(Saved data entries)
Start of Block

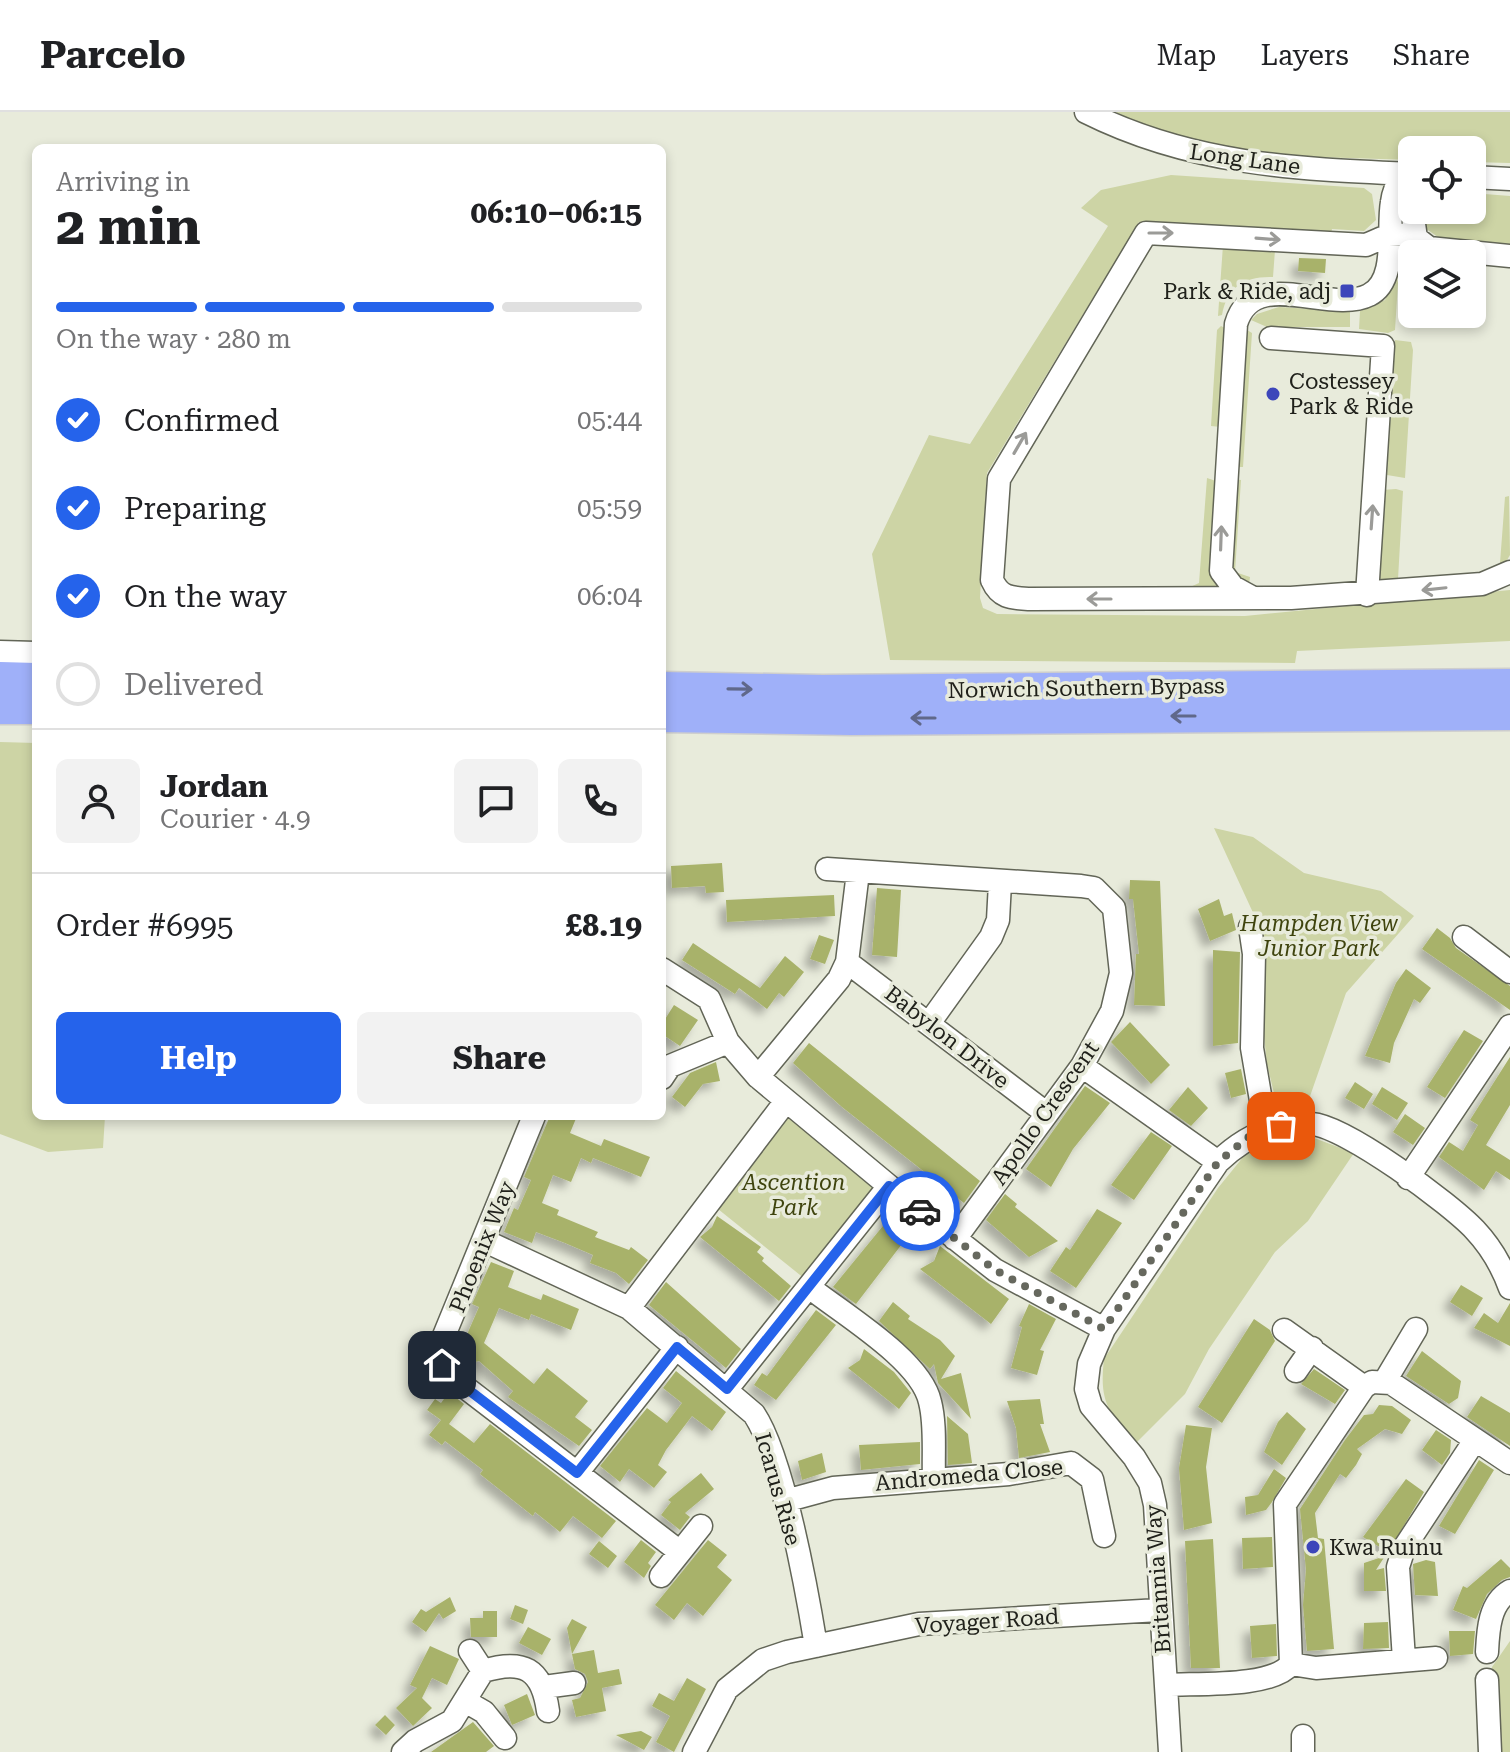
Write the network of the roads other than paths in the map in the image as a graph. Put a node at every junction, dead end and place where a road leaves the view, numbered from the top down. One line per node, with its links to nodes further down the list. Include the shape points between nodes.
1 (1086, 112): 2 (street, Long Lane)
2 (1129, 121): 3 (street, Long Lane, via 1167,147 1221,159)
3 (1398, 173)
4 (1486, 178): 5 (street)
5 (1510, 179)
6 (1398, 189): 9 (street)
7 (1414, 224): 8 (street)
8 (1415, 234): 9 (street); 10 (street, via 1429,248)
9 (1389, 235): 14 (street, one-way to 9, via 1233,587 1221,571 1240,310 1255,298 1272,294 1357,300 1372,294 1383,282); 14 (street, one-way to 9, via 1008,598 997,592 992,580 999,479 1146,233 1366,245)
10 (1510, 256)
11 (1271, 338): 13 (street, one-way to 11, via 1383,346)
12 (1510, 573): 13 (street, one-way to 13, via 1482,584)
13 (1367, 595): 14 (street)
14 (1255, 599)
15 (0, 652): 16 (street)
16 (32, 653)
17 (1510, 670): 21 (highway)
18 (0, 678): 19 (highway)
19 (32, 679)
20 (1510, 685): 21 (highway, Norwich Southern Bypass)
21 (1226, 687): 22 (highway, Norwich Southern Bypass, one-way to 21)
22 (666, 688)
23 (0, 708): 24 (highway)
24 (32, 708)
25 (1510, 714): 26 (highway, Norwich Southern Bypass)
26 (1261, 715): 27 (highway, Norwich Southern Bypass, one-way to 27); 28 (highway)
27 (666, 716)
28 (1510, 728)
29 (827, 869): 30 (street, Apollo Crescent)
30 (858, 872): 31 (street, Apollo Crescent); 34 (street)
31 (1000, 883): 37 (street, via 998,920 991,937); 40 (street, Apollo Crescent, via 1094,888 1114,908 1118,993)
32 (1250, 927): 46 (street, via 1252,1048)
33 (1464, 937): 36 (street)
34 (847, 962): 37 (street, Babylon Drive); 42 (street, via 839,979)
35 (666, 972): 39 (street, via 709,999)
36 (1510, 972)
37 (930, 1022): 44 (street, Babylon Drive)
38 (1510, 1026): 48 (street)
39 (728, 1042): 41 (street); 42 (street)
40 (1082, 1066): 44 (street, Apollo Crescent); 47 (street)
41 (666, 1072)
42 (758, 1077): 43 (street)
43 (786, 1101): 49 (street); 55 (street)
44 (1046, 1113): 50 (street, Apollo Crescent)
45 (532, 1120): 51 (street, Phoenix Way)
46 (1266, 1130): 47 (street, Britannia Way); 48 (street, Britannia Way, via 1323,1126)
47 (1218, 1162): 56 (street, Britannia Way)
48 (1408, 1178): 52 (street, Britannia Way, via 1462,1217)
49 (889, 1186): 50 (street); 53 (street)
50 (955, 1239): 56 (street, via 1009,1279)
51 (485, 1241): 55 (street, Icarus Rise); 66 (street, Phoenix Way, via 441,1343 442,1365)
52 (1506, 1262): 54 (street, Britannia Way)
53 (809, 1287): 63 (street); 67 (street, via 922,1381 930,1402)
54 (1510, 1288)
55 (629, 1308): 59 (street, Icarus Rise)
56 (1104, 1329): 74 (street, Britannia Way, via 1089,1364 1086,1389 1100,1421 1150,1483)
57 (1416, 1329): 62 (street)
58 (1284, 1330): 60 (street)
59 (677, 1347): 63 (street, Icarus Rise); 66 (street)
60 (1312, 1348): 61 (street); 62 (street)
61 (1296, 1371)
62 (1375, 1384): 64 (street); 80 (street, via 1285,1504)
63 (727, 1389): 68 (street, Icarus Rise, via 764,1428)
64 (1475, 1440): 65 (street); 79 (street, via 1401,1557)
65 (1510, 1463)
66 (577, 1473): 71 (street, Phoenix Way)
67 (934, 1478): 68 (street, Andromeda Close, via 833,1488); 70 (street, Andromeda Close, via 1009,1474 1071,1463 1092,1479)
68 (785, 1501): 75 (street, Icarus Rise)
69 (701, 1526): 71 (street)
70 (1104, 1536)
71 (680, 1552): 72 (street)
72 (661, 1576)
73 (1510, 1591): 77 (street, via 1489,1620)
74 (1159, 1610): 75 (street, Voyager Road, via 919,1624); 84 (street, Britannia Way)
75 (816, 1646): 90 (street, Voyager Road, via 763,1660 746,1671 727,1689)
76 (470, 1651): 81 (street)
77 (1487, 1652)
78 (1436, 1658): 79 (street)
79 (1404, 1660): 80 (street, via 1316,1668)
80 (1291, 1664): 84 (street, via 1265,1679)
81 (483, 1671): 85 (street, via 521,1666); 86 (street)
82 (1487, 1680): 92 (street)
83 (574, 1683): 85 (street)
84 (1166, 1685): 91 (street, Britannia Way)
85 (544, 1687): 87 (street)
86 (465, 1701): 88 (street, via 484,1712); 89 (street, via 452,1721)
87 (548, 1711)
88 (505, 1738)
89 (403, 1752)
90 (694, 1752)
91 (1170, 1752)
92 (1490, 1752)

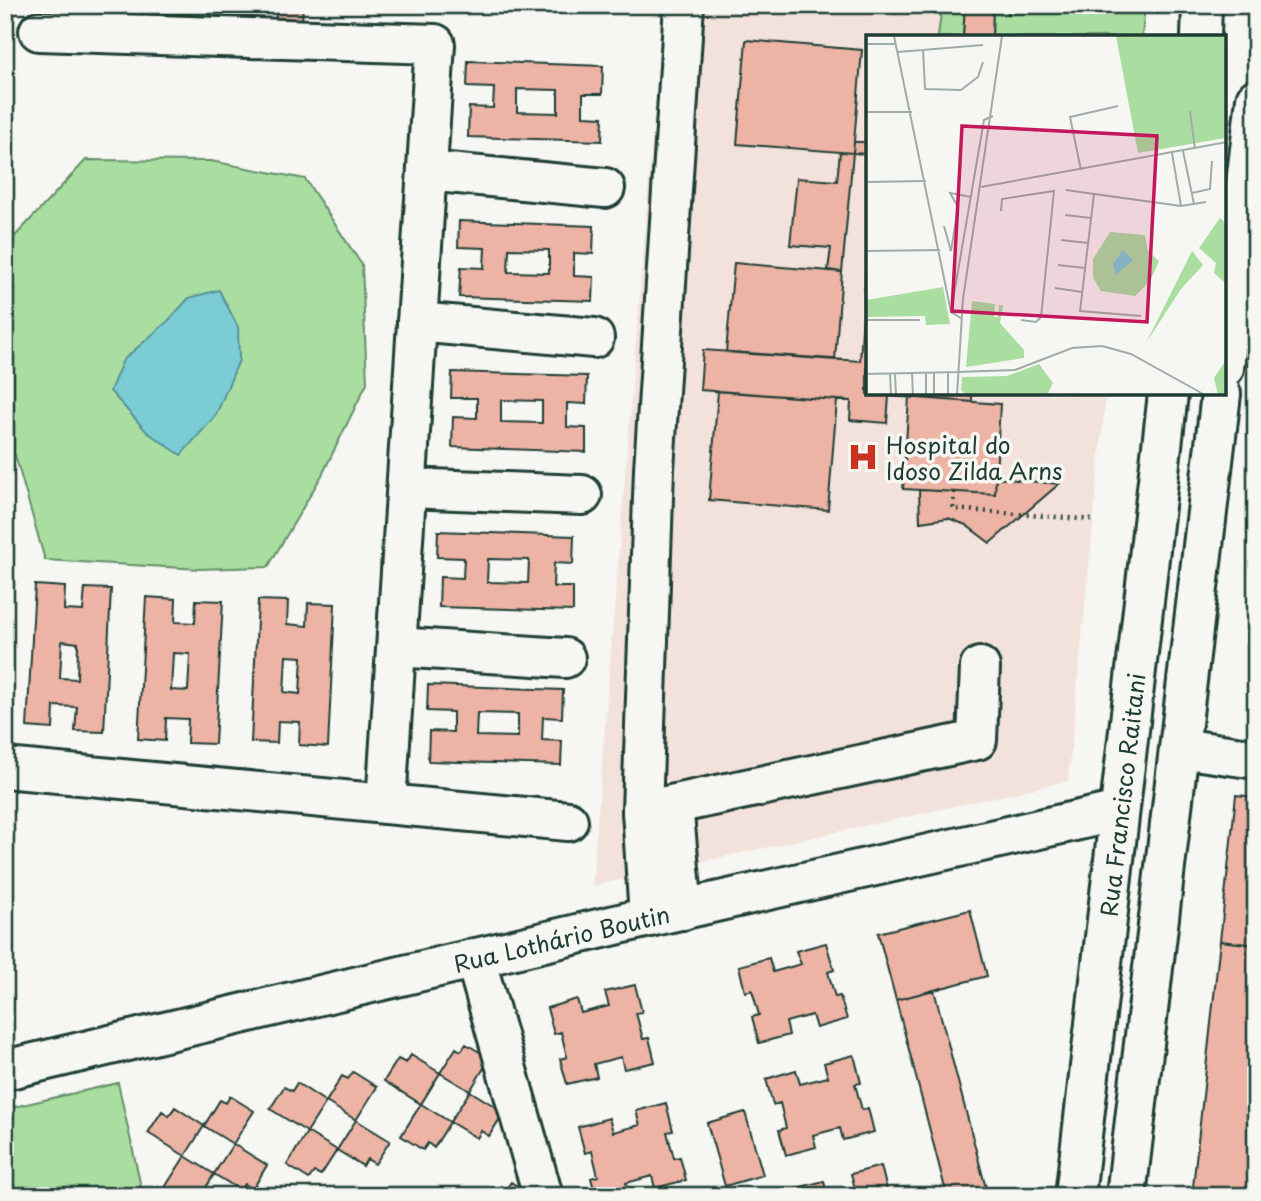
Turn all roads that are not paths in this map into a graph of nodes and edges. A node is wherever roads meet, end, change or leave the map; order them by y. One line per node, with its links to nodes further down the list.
1 (684, 5): 22 (street)
2 (1202, 5): 4 (street)
3 (39, 31): 6 (street)
4 (1201, 35)
5 (1256, 99): 10 (street)
6 (427, 171): 7 (street); 8 (street)
7 (605, 188)
8 (418, 322): 9 (street); 13 (street)
9 (594, 338)
10 (1226, 351)
11 (1168, 396): 23 (street, Rua Francisco Raitani)
12 (1221, 396): 18 (street)
13 (407, 488): 14 (street); 15 (street)
14 (582, 495)
15 (397, 647): 16 (street); 21 (street)
16 (565, 658)
17 (980, 667): 22 (street)
18 (1180, 748): 19 (street); 30 (street)
19 (1256, 759)
20 (5, 768): 21 (street)
21 (386, 804): 24 (street)
22 (658, 808): 25 (street)
23 (1119, 811): 25 (street, Rua Lothário Boutin); 29 (street, Rua Francisco Raitani)
24 (568, 821)
25 (666, 913): 26 (street, Rua Lothário Boutin)
26 (475, 958): 27 (street, Rua Lothário Boutin); 28 (street)
27 (5, 1070)
28 (543, 1196)
29 (1075, 1196)
30 (1126, 1196)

End of Block

**Problem requirements**: From the first line to the last, set down the records exactly, leaving out images.

**Answer for this exercise**:
Write the network of the roads other than paths in the map in the image as a graph. Put a node at every junction, dead end and place where a road leaves the view, numbered from the top down. One line per node, with its links to nodes further down the list. Include the shape points between nodes.
1 (1086, 112): 2 (street, Long Lane)
2 (1129, 121): 3 (street, Long Lane, via 1167,147 1221,159)
3 (1398, 173)
4 (1486, 178): 5 (street)
5 (1510, 179)
6 (1398, 189): 9 (street)
7 (1414, 224): 8 (street)
8 (1415, 234): 9 (street); 10 (street, via 1429,248)
9 (1389, 235): 14 (street, one-way to 9, via 1233,587 1221,571 1240,310 1255,298 1272,294 1357,300 1372,294 1383,282); 14 (street, one-way to 9, via 1008,598 997,592 992,580 999,479 1146,233 1366,245)
10 (1510, 256)
11 (1271, 338): 13 (street, one-way to 11, via 1383,346)
12 (1510, 573): 13 (street, one-way to 13, via 1482,584)
13 (1367, 595): 14 (street)
14 (1255, 599)
15 (0, 652): 16 (street)
16 (32, 653)
17 (1510, 670): 21 (highway)
18 (0, 678): 19 (highway)
19 (32, 679)
20 (1510, 685): 21 (highway, Norwich Southern Bypass)
21 (1226, 687): 22 (highway, Norwich Southern Bypass, one-way to 21)
22 (666, 688)
23 (0, 708): 24 (highway)
24 (32, 708)
25 (1510, 714): 26 (highway, Norwich Southern Bypass)
26 (1261, 715): 27 (highway, Norwich Southern Bypass, one-way to 27); 28 (highway)
27 (666, 716)
28 (1510, 728)
29 (827, 869): 30 (street, Apollo Crescent)
30 (858, 872): 31 (street, Apollo Crescent); 34 (street)
31 (1000, 883): 37 (street, via 998,920 991,937); 40 (street, Apollo Crescent, via 1094,888 1114,908 1118,993)
32 (1250, 927): 46 (street, via 1252,1048)
33 (1464, 937): 36 (street)
34 (847, 962): 37 (street, Babylon Drive); 42 (street, via 839,979)
35 (666, 972): 39 (street, via 709,999)
36 (1510, 972)
37 (930, 1022): 44 (street, Babylon Drive)
38 (1510, 1026): 48 (street)
39 (728, 1042): 41 (street); 42 (street)
40 (1082, 1066): 44 (street, Apollo Crescent); 47 (street)
41 (666, 1072)
42 (758, 1077): 43 (street)
43 (786, 1101): 49 (street); 55 (street)
44 (1046, 1113): 50 (street, Apollo Crescent)
45 (532, 1120): 51 (street, Phoenix Way)
46 (1266, 1130): 47 (street, Britannia Way); 48 (street, Britannia Way, via 1323,1126)
47 (1218, 1162): 56 (street, Britannia Way)
48 (1408, 1178): 52 (street, Britannia Way, via 1462,1217)
49 (889, 1186): 50 (street); 53 (street)
50 (955, 1239): 56 (street, via 1009,1279)
51 (485, 1241): 55 (street, Icarus Rise); 66 (street, Phoenix Way, via 441,1343 442,1365)
52 (1506, 1262): 54 (street, Britannia Way)
53 (809, 1287): 63 (street); 67 (street, via 922,1381 930,1402)
54 (1510, 1288)
55 (629, 1308): 59 (street, Icarus Rise)
56 (1104, 1329): 74 (street, Britannia Way, via 1089,1364 1086,1389 1100,1421 1150,1483)
57 (1416, 1329): 62 (street)
58 (1284, 1330): 60 (street)
59 (677, 1347): 63 (street, Icarus Rise); 66 (street)
60 (1312, 1348): 61 (street); 62 (street)
61 (1296, 1371)
62 (1375, 1384): 64 (street); 80 (street, via 1285,1504)
63 (727, 1389): 68 (street, Icarus Rise, via 764,1428)
64 (1475, 1440): 65 (street); 79 (street, via 1401,1557)
65 (1510, 1463)
66 (577, 1473): 71 (street, Phoenix Way)
67 (934, 1478): 68 (street, Andromeda Close, via 833,1488); 70 (street, Andromeda Close, via 1009,1474 1071,1463 1092,1479)
68 (785, 1501): 75 (street, Icarus Rise)
69 (701, 1526): 71 (street)
70 (1104, 1536)
71 (680, 1552): 72 (street)
72 (661, 1576)
73 (1510, 1591): 77 (street, via 1489,1620)
74 (1159, 1610): 75 (street, Voyager Road, via 919,1624); 84 (street, Britannia Way)
75 (816, 1646): 90 (street, Voyager Road, via 763,1660 746,1671 727,1689)
76 (470, 1651): 81 (street)
77 (1487, 1652)
78 (1436, 1658): 79 (street)
79 (1404, 1660): 80 (street, via 1316,1668)
80 (1291, 1664): 84 (street, via 1265,1679)
81 (483, 1671): 85 (street, via 521,1666); 86 (street)
82 (1487, 1680): 92 (street)
83 (574, 1683): 85 (street)
84 (1166, 1685): 91 (street, Britannia Way)
85 (544, 1687): 87 (street)
86 (465, 1701): 88 (street, via 484,1712); 89 (street, via 452,1721)
87 (548, 1711)
88 (505, 1738)
89 (403, 1752)
90 (694, 1752)
91 (1170, 1752)
92 (1490, 1752)

Turn all roads that are not paths in this map into a graph of nodes and edges. A node is wherever roads meet, end, change or leave the map; order them by y. One line per node, with its links to nodes further down the list.
1 (684, 5): 22 (street)
2 (1202, 5): 4 (street)
3 (39, 31): 6 (street)
4 (1201, 35)
5 (1256, 99): 10 (street)
6 (427, 171): 7 (street); 8 (street)
7 (605, 188)
8 (418, 322): 9 (street); 13 (street)
9 (594, 338)
10 (1226, 351)
11 (1168, 396): 23 (street, Rua Francisco Raitani)
12 (1221, 396): 18 (street)
13 (407, 488): 14 (street); 15 (street)
14 (582, 495)
15 (397, 647): 16 (street); 21 (street)
16 (565, 658)
17 (980, 667): 22 (street)
18 (1180, 748): 19 (street); 30 (street)
19 (1256, 759)
20 (5, 768): 21 (street)
21 (386, 804): 24 (street)
22 (658, 808): 25 (street)
23 (1119, 811): 25 (street, Rua Lothário Boutin); 29 (street, Rua Francisco Raitani)
24 (568, 821)
25 (666, 913): 26 (street, Rua Lothário Boutin)
26 (475, 958): 27 (street, Rua Lothário Boutin); 28 (street)
27 (5, 1070)
28 (543, 1196)
29 (1075, 1196)
30 (1126, 1196)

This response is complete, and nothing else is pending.